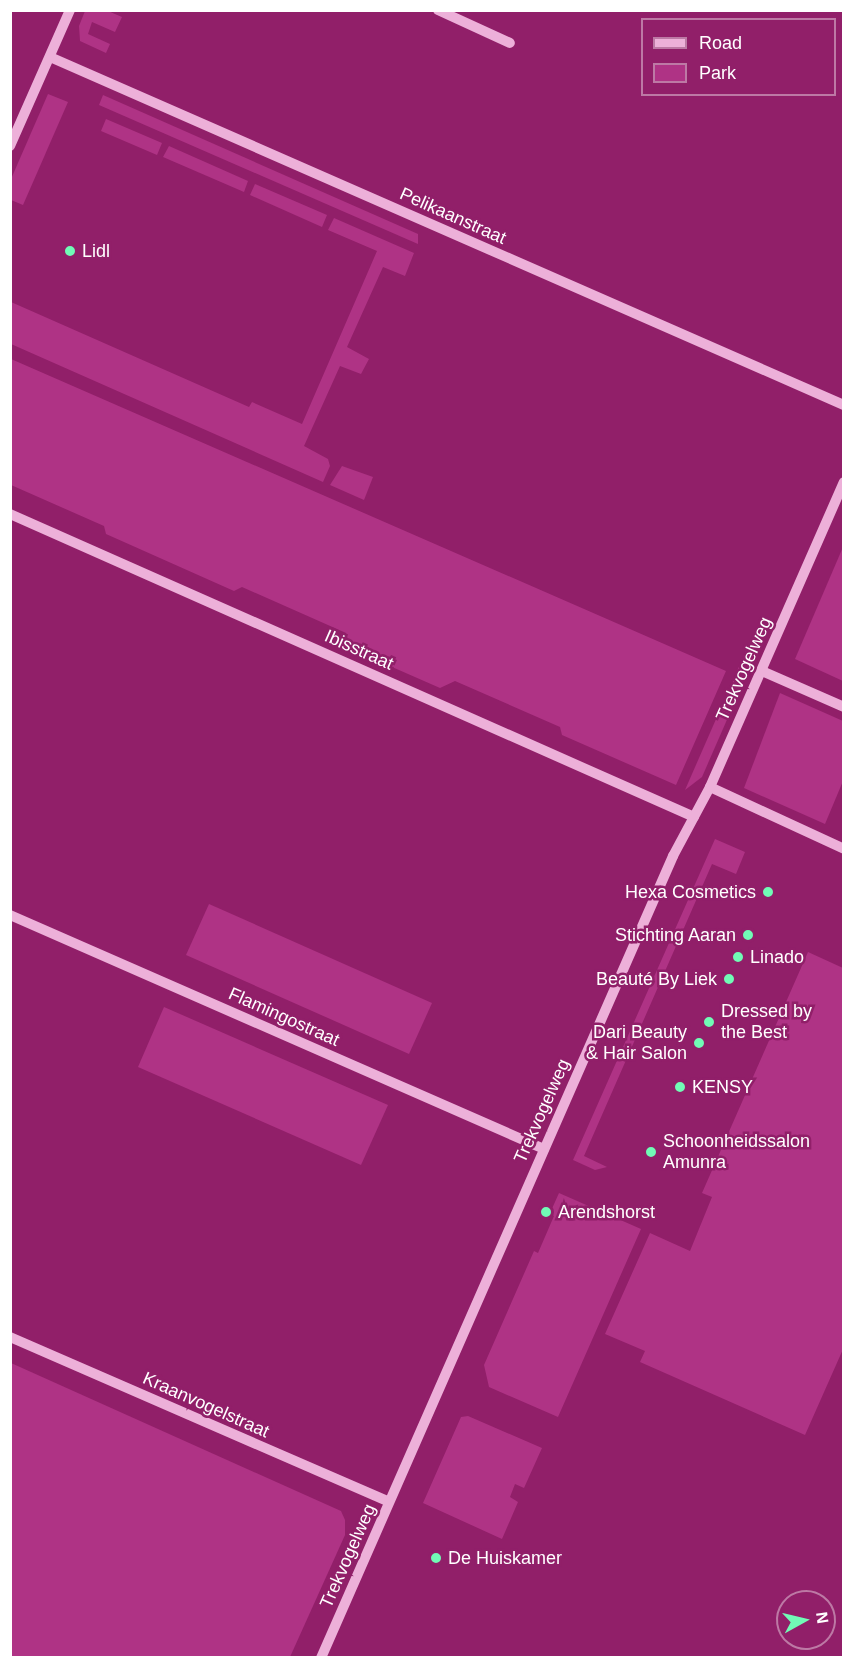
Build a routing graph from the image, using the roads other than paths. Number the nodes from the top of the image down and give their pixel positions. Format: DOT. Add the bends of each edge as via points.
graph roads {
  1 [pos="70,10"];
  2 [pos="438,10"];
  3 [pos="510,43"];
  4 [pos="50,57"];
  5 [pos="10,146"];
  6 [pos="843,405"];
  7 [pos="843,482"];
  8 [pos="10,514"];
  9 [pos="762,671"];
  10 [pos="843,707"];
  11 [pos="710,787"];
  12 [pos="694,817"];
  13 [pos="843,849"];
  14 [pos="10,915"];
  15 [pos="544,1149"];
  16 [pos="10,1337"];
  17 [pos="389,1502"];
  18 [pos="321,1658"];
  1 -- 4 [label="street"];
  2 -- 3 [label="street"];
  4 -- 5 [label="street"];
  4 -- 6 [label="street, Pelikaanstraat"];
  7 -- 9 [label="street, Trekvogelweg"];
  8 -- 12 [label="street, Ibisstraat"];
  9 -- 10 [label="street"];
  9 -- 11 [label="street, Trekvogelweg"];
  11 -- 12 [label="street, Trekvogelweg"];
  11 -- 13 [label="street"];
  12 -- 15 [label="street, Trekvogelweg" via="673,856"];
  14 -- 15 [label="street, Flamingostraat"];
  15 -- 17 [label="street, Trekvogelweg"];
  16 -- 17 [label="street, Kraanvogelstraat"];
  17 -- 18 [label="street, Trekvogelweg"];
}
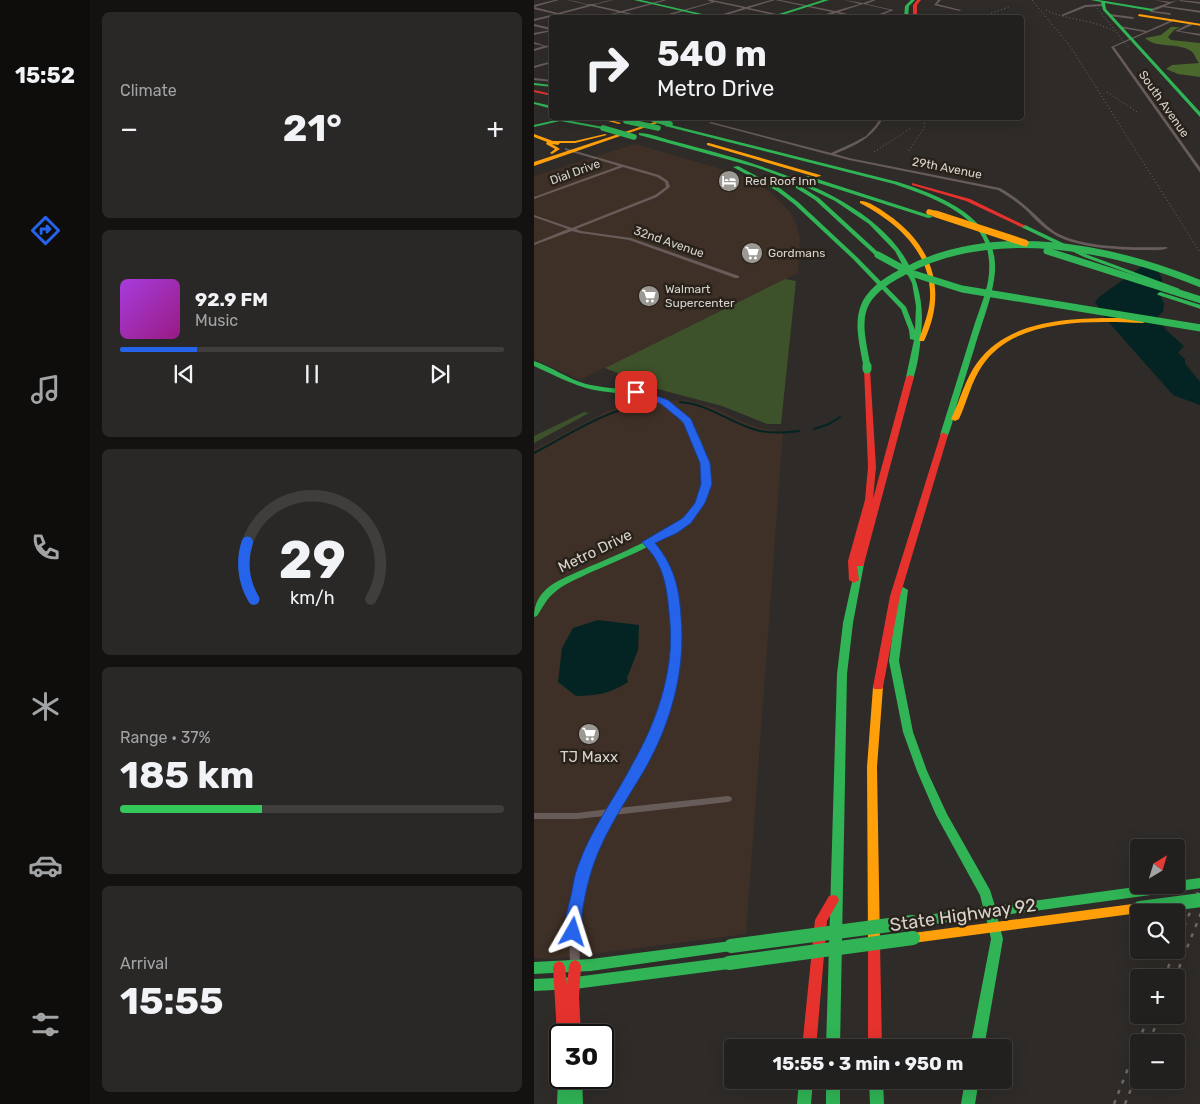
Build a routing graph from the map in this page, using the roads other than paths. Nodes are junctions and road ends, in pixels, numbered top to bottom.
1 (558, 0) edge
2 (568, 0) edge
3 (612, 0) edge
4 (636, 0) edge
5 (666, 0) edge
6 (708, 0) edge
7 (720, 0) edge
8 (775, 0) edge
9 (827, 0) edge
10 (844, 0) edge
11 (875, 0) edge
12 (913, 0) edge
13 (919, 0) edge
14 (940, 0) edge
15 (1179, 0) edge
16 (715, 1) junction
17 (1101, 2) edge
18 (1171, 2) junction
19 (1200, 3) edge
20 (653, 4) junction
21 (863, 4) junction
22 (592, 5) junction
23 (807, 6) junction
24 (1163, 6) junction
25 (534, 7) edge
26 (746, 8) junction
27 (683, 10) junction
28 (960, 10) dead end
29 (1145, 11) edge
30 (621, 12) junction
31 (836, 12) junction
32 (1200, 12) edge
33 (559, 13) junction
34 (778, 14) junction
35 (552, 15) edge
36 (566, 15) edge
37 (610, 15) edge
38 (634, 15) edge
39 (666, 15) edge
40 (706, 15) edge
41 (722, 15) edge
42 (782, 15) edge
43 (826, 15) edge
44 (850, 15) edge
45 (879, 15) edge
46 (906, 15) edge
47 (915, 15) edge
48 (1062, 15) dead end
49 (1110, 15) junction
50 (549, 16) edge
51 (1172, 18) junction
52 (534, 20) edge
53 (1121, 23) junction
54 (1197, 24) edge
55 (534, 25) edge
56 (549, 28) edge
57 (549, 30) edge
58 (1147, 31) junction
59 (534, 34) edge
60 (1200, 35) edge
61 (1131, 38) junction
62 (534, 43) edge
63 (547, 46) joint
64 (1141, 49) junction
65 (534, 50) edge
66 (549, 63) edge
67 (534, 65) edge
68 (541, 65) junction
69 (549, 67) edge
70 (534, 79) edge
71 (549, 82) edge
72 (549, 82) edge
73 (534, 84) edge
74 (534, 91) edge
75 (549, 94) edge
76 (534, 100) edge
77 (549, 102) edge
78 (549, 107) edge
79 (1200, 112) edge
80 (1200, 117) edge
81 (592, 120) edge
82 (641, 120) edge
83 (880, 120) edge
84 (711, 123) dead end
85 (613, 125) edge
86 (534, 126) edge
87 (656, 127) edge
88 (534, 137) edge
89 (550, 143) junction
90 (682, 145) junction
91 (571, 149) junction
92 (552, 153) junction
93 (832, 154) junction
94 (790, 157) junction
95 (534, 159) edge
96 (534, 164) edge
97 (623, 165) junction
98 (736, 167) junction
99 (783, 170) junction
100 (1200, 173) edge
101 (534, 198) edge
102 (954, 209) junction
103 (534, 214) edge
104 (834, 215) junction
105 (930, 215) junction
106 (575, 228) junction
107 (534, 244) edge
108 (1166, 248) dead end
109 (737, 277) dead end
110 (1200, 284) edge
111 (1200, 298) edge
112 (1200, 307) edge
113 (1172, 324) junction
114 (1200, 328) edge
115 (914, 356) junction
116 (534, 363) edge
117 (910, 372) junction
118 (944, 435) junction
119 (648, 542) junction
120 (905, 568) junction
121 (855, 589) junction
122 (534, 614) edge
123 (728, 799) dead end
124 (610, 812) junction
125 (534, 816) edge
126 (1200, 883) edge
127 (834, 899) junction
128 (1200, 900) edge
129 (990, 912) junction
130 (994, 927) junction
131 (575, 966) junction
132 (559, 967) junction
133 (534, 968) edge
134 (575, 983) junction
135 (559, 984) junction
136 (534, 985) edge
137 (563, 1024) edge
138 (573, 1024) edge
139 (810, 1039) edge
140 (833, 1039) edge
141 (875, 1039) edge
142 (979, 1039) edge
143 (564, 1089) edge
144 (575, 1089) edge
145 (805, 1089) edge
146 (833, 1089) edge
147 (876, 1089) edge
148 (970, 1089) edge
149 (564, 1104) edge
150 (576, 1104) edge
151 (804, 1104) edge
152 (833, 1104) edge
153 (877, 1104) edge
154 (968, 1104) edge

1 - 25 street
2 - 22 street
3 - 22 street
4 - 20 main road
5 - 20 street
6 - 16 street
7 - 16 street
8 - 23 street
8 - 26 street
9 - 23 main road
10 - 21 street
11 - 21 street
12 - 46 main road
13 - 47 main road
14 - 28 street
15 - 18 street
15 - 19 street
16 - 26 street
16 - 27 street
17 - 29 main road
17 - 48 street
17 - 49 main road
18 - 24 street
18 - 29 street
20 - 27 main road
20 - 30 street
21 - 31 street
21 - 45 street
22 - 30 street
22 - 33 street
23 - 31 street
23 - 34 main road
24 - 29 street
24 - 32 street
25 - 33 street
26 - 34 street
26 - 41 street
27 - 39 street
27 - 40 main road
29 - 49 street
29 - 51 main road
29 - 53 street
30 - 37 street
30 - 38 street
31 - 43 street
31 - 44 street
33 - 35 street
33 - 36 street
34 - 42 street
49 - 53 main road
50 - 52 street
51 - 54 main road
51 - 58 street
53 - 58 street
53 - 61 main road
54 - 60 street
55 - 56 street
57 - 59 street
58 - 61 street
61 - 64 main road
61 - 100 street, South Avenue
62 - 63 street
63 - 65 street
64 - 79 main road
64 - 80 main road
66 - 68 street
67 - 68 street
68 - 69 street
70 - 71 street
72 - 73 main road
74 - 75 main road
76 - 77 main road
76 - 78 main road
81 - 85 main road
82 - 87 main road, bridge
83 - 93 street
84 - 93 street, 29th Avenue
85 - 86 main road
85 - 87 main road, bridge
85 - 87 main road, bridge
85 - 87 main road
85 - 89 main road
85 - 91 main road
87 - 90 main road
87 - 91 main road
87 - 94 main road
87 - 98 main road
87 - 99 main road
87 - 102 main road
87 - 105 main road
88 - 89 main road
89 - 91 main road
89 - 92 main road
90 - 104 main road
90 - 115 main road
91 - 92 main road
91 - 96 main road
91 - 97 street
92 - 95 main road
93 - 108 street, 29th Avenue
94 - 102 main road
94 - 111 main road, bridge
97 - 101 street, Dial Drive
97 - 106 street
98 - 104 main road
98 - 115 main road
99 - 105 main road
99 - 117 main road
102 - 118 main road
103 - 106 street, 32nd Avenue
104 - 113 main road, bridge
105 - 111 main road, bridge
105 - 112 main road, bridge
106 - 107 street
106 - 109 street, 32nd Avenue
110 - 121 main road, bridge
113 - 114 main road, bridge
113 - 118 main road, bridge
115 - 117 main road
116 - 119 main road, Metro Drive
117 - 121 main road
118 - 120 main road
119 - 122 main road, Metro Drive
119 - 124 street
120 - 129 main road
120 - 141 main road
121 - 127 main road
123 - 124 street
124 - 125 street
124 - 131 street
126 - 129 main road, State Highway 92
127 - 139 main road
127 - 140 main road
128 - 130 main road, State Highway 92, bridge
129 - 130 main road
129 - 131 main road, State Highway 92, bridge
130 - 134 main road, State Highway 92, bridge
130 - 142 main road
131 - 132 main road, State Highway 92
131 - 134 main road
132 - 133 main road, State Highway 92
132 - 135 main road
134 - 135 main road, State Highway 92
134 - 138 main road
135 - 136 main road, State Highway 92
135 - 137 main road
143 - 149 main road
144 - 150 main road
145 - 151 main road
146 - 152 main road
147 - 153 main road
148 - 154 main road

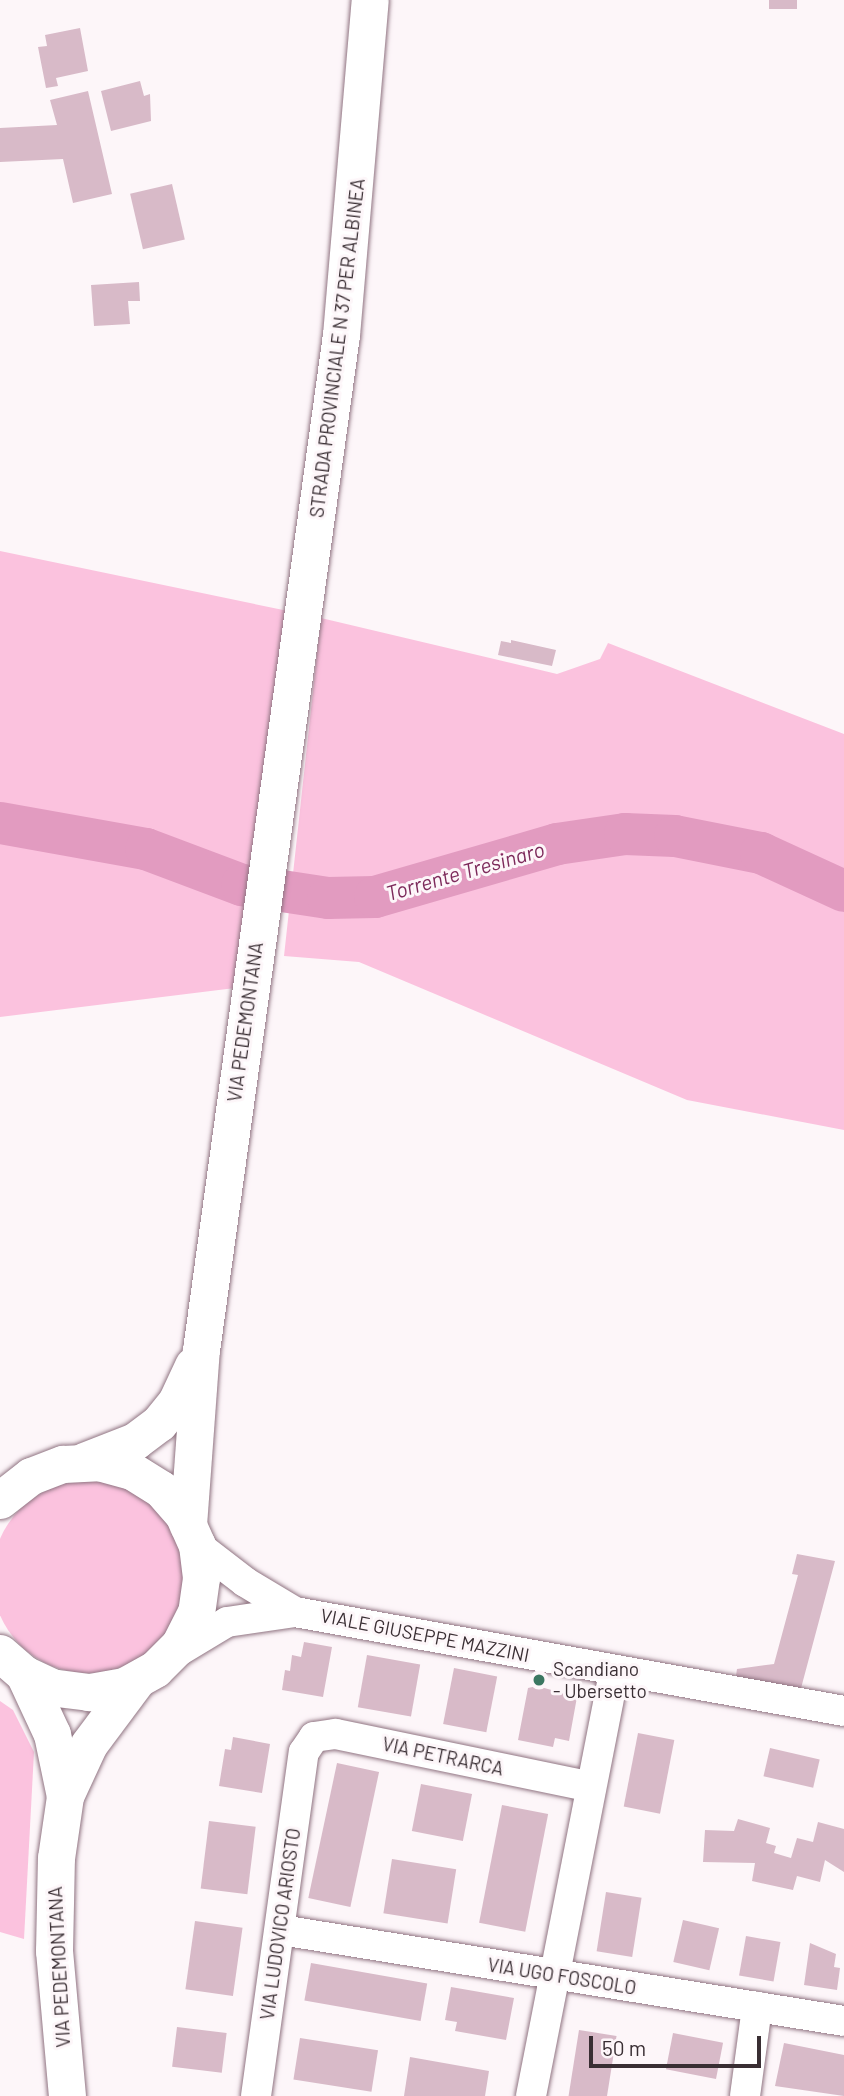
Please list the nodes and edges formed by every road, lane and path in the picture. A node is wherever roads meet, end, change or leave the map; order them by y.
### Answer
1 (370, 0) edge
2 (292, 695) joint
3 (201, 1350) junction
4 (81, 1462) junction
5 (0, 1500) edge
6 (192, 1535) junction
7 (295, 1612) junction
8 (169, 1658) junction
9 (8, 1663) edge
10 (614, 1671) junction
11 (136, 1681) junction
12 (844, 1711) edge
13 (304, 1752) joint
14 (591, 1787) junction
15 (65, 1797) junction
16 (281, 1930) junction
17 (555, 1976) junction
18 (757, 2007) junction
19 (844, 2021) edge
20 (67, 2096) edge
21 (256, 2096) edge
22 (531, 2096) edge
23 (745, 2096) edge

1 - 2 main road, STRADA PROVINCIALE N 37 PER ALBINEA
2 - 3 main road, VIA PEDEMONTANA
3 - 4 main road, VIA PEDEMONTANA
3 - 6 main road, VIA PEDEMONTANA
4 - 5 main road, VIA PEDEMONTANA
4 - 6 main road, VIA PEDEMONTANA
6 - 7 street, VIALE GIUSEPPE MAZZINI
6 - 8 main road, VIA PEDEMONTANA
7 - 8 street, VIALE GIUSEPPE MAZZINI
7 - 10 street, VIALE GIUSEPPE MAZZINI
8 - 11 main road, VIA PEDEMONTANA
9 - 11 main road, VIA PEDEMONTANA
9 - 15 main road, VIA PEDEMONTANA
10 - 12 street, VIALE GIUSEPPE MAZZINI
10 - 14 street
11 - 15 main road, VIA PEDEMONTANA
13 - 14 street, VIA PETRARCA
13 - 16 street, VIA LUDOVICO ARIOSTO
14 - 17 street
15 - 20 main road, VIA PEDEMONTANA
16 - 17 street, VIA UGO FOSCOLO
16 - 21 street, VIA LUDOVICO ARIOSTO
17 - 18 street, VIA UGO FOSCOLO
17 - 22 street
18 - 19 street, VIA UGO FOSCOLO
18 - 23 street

☆ ☆ ☆ ☆ ☆ ☆ ☆

About this task
Which lines of the data include the string "VIALE"? Find them and copy each one.

Solution
6 - 7 street, VIALE GIUSEPPE MAZZINI
7 - 8 street, VIALE GIUSEPPE MAZZINI
7 - 10 street, VIALE GIUSEPPE MAZZINI
10 - 12 street, VIALE GIUSEPPE MAZZINI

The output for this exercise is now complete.